Spring burns planned to rejuvenate Searls Park Prairie
Rockford Register Star
ROCKFORD — You may see smoke rise from Searls Park this week as the season for controlled burns begins.
Prescribed fires to manage natural areas are typically conducted between March and April. Weather conditions must be just right for such burns.
For the district, the burns are part of the restoration of a 26-acre buffer south of the Searls Park Prairie Nature Preserve. The Rockford Park District received about $86,000 from the Illinois Department of Natural Resources to restore and expand the 66-acre black soil prairie. It’s the start of a three-year process.
Searls Park Prairie is a “very high-quality black soil, wetland prairie that has never been heavily disturbed,” said Nathan Hill, natural areas maintenance coordinator for the Park District. But its usable habitat is fragmented into separate pockets.
“The goal is to reduce the fragmentation and increase the continuous habitat to make it more attractive to grassland birds.”
The agency plans to clear brush and invasive species while planting native grasses and hardwoods, including oaks, Iowa crab and linden.
The district is perhaps better known for its soccer fields, softball diamonds and other active recreation opportunities, but it manages lots of natural area, too. About 1,500 of its 4,800 acres are natural areas, Hill said. That includes small corners near neighborhood parks to larger open spaces at Searls, Atwood Prairie and Aldeen.
The district added 20 acres of natural area last year, including prairie plantings at Midway Village and the creation of a 1.5-acre meadow at Tinker Swiss Cottage Museum.
“It’s hopefully going to be an educational opportunity for nearby school groups,” Hill said. “Rather than driving to Severson Dells or somewhere else, we’re creating an urban natural area.”
Searls Park Prairie is the Park District’s biggest restoration project this year.

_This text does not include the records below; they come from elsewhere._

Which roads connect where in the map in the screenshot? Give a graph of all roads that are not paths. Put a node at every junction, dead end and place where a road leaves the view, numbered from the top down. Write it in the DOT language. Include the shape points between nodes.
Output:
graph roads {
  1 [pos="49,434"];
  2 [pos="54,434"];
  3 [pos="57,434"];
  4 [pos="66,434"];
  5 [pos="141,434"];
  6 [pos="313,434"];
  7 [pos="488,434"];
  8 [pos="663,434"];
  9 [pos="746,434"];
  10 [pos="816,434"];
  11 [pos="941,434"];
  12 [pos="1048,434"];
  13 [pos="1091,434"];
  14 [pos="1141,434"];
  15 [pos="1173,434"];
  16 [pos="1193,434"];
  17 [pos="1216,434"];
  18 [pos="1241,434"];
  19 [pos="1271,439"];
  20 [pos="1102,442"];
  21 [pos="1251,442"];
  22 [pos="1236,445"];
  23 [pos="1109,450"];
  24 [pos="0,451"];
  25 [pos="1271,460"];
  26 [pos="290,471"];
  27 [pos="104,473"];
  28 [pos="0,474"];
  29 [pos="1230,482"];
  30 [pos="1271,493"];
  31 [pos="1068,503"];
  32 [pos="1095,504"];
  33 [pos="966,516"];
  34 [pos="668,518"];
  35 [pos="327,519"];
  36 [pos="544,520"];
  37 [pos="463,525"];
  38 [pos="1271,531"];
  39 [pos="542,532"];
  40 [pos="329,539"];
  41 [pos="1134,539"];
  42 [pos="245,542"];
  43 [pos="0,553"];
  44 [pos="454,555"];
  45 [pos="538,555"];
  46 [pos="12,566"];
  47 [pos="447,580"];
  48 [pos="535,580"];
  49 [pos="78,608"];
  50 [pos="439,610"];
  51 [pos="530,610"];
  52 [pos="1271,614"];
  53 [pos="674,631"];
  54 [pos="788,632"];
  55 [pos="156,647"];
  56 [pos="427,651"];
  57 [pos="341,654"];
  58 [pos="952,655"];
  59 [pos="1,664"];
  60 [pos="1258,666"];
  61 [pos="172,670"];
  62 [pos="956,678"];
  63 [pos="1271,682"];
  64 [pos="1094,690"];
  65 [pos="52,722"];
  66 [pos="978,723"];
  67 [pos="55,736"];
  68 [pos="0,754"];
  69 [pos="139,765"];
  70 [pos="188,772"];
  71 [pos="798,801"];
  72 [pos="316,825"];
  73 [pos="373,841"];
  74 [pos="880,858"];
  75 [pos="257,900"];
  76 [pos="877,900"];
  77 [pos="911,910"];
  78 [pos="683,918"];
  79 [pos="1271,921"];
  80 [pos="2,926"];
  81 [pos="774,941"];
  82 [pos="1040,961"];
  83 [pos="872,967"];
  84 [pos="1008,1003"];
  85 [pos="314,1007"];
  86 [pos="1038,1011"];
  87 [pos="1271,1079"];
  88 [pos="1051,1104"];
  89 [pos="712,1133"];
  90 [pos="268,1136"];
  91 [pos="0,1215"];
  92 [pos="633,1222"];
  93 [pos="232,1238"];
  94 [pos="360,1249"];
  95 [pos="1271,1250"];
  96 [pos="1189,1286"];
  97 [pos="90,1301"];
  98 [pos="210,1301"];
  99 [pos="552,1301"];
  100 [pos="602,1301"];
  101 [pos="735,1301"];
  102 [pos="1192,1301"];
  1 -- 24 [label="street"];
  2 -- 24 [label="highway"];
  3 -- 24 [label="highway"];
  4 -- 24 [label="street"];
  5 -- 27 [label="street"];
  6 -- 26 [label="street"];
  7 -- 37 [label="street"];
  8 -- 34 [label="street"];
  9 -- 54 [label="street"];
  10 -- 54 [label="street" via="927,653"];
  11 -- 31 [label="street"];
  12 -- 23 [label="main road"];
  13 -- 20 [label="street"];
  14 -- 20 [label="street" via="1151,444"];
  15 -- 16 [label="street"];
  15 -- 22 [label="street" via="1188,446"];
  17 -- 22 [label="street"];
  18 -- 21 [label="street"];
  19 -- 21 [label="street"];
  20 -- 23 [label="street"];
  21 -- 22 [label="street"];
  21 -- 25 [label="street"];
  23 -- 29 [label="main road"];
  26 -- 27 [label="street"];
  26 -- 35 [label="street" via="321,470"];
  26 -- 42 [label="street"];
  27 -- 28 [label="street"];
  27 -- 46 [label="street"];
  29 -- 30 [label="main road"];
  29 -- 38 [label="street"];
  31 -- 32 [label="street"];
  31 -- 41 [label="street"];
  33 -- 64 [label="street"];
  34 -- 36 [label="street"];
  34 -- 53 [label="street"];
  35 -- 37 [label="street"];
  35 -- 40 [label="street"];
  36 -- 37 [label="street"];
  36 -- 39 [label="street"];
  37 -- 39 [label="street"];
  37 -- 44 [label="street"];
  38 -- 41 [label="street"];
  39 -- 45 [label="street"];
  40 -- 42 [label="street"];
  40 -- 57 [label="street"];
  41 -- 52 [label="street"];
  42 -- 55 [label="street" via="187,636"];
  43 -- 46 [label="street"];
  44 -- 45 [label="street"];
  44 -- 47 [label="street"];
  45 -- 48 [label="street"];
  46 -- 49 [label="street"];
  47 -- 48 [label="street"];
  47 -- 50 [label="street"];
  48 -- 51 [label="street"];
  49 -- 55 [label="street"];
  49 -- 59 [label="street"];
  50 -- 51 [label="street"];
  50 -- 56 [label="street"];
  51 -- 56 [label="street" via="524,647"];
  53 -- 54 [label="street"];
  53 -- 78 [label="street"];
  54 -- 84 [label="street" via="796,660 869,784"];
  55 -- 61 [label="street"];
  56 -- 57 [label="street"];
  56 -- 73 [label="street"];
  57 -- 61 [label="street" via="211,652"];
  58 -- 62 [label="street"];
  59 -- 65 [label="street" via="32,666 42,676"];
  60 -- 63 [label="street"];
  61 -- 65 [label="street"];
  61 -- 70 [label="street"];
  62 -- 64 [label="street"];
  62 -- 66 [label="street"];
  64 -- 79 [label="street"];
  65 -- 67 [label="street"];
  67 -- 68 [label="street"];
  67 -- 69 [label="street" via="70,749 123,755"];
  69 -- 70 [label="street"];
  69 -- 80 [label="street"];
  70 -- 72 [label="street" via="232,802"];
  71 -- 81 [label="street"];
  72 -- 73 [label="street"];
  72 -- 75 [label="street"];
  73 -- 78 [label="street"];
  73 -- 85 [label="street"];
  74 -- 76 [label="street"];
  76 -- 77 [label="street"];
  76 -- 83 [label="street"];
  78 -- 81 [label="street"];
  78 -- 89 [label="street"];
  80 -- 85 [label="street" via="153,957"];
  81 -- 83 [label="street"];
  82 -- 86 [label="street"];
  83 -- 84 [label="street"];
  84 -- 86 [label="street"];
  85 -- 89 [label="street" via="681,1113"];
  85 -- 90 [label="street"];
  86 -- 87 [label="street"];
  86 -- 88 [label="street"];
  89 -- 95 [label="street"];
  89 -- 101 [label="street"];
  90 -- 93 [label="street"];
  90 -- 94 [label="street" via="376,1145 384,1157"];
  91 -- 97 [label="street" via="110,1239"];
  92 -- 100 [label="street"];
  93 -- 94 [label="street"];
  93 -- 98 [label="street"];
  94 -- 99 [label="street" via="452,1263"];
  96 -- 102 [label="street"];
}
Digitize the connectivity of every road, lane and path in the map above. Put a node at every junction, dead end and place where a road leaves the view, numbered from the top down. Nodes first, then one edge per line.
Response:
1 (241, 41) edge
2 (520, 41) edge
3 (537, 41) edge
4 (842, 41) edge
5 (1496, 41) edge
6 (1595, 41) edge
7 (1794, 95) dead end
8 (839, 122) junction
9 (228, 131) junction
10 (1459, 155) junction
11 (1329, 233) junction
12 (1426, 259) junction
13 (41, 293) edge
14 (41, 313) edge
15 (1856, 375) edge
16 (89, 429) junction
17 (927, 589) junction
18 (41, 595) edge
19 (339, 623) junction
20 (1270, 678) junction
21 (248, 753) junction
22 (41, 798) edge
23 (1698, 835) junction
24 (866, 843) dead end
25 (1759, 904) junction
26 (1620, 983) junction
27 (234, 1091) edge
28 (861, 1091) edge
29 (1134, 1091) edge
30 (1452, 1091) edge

Prescribed burns also are planned for Midway Village and a small prairie near Aldeen Park.
The district also plans to continue its restoration of native buffer along the Rock River. Last year, the district removed invasive buckthorn along the river from Auburn Street to the Eclipse Lagoon and reseeded the area with native grasses and flowers to improve aesthetics and manage the geese population. The district hopes to continue that restoration from the lagoon to the YMCA.
The Park District has had a problem with geese along the path, board President Jack Armstrong said, even asking residents to volunteer their dogs to harass the fowl and shoo them away.
The district’s long-term goals for its natural areas are to create natural trail areas and educational signs to tell visitors about the type of plants they see.
“We hope that we’ll have more information signs to go along with those natural areas so that people realize what the area is and what they’re seeing,” Armstrong said. “Hopefully, with that they’ll be able to enjoy those areas as they really should be enjoyed.”